Le Canada est-il dans la « parade »?

En 2007, le ministre de la Santé du gouvernement fédéral a fortement suggéré à l’industrie alimentaire et aux restaurateurs de diminuer la quantité de gras trans dans leurs aliments. Même si cette mesure était volontaire, beaucoup ont apporté des modifications à la composition de leurs aliments afin de satisfaire la demande du gouvernement, mais surtout pour satisfaire l’opinion publique. Un an plus tard, un petit échantillonnage d’aliments à l’échelle nationale révélait que 80 % des aliments préemballés dont l’étiquette a été examinée respectaient la limite de gras trans établie. Mais ces efforts ne sont nettement pas suffisants pour abaisser l’apport en gras trans des Canadiens au niveau des recommandations de l’Organisation mondiale de la Santé, soit moins de 1% de l’apport énergétique total.

 

L’industrie alimentaire devra se casser la tête

Voici donc un nouveau défi pour l’industrie alimentaire, qui n’aura d’autre choix que d’adapter leurs produits à cette nouvelle réalité si ce projet de règlement entre en vigueur. Ils devront substituer les produits partiellement hydrogénés par un autre gras, tout en essayant de conserver le goût, la texture et de maintenir la durée de conservation sur les tablettes. Plusieurs méthodes sont donc en train de se mettre pour remplacer les gras trans … et certaines sont déjà fortement critiquées!

 

Mauvais gras, mauvais aliments

Malgré tout le potentiel positif qu’a l’élimination des gras trans, n’oublions pas quels sont les aliments qui en sont riches: biscuits, beignes, gâteaux, pâtisseries, grignotines,  shortening, margarine, aliments frits et panés, etc. Les aliments qui sont riches en gras trans sont et resterons toujours des aliments ultra-transformés et de fable valeur nutritive. Avec ou sans gras trans. Il ne faut donc pas négliger de faire de bons choix au quotidien.

 

Histoire de gras trans

Il faut savoir que les gras trans ont été créés de toute pièce par l’homme. Ils sont le résultat d’un procédé chimique permettant de transformer – ou hydrogéner – une huile normalement liquide à température pièce en une matière solide ou semi-solide. L’hydrogénation est un processus « payant »  pour l’industrie alimentaire. Il augmente la stabilité, la résistance à l’oxydation et la durée de vie sur les tablettes de nos aliments. Dans les années 1990, les Canadiens étaient parmi les plus grands consommateurs de gras trans à travers le monde. Or avec le temps, on s’est rendu compte que ce procédé était très nuisible pour notre santé et augmentait les risques de mortalité. L’indication des gras trans sur les étiquettes nutritionnelles est obligatoire depuis 2002 au Canada. En 2007, le gouvernement fédéral a proposé une mesure volontaire de réduction des gras trans à l’industrie alimentaire et aux restaurateurs. Malgré toutes ces mesures, on mange encore trop de gras trans.
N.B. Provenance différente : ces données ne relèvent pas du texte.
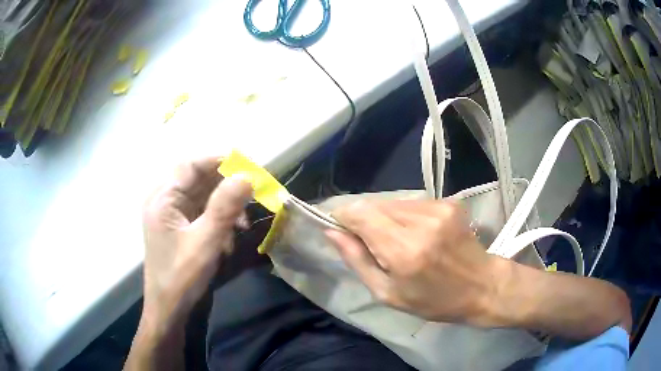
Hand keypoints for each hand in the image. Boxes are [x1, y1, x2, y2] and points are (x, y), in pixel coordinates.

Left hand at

Je remercie Mélanie Pronovost, nutritionniste (et stagiaire chez Science & Fourchette), pour sa collaboration à la rédaction de ce billet.

 

Références
Allen K et al.  Potential of trans fats policies to reduce socioeconomic inequalities in mortality from coronary heart disease in England: cost effectiveness modelling study. British Medical Journal; 351:h4583
Gouvernement du Canada (Archivé). Le gouvernement du Canada publie des données confirmant la réduction de la teneur en gras trans des aliments au Canada. [EN LIGNE]
Organisation mondiale de la Santé. L’Europe, leader mondial en matière d’élimination des acides gras trans. [EN LIGNE]
Restrepo et al. Denmark’s policy on artificial trans fat and cardiovascular disease 2016. American journal of preventive medicine50(1), 69-76.
Santé Canada. Les gras trans. [EN LIGNE]
Santé Canada. Publication sur l’analyse des risques alimentaires : Évaluation des risques que comporte l’exposition aux gras trans au Canada. [EN LIGNE]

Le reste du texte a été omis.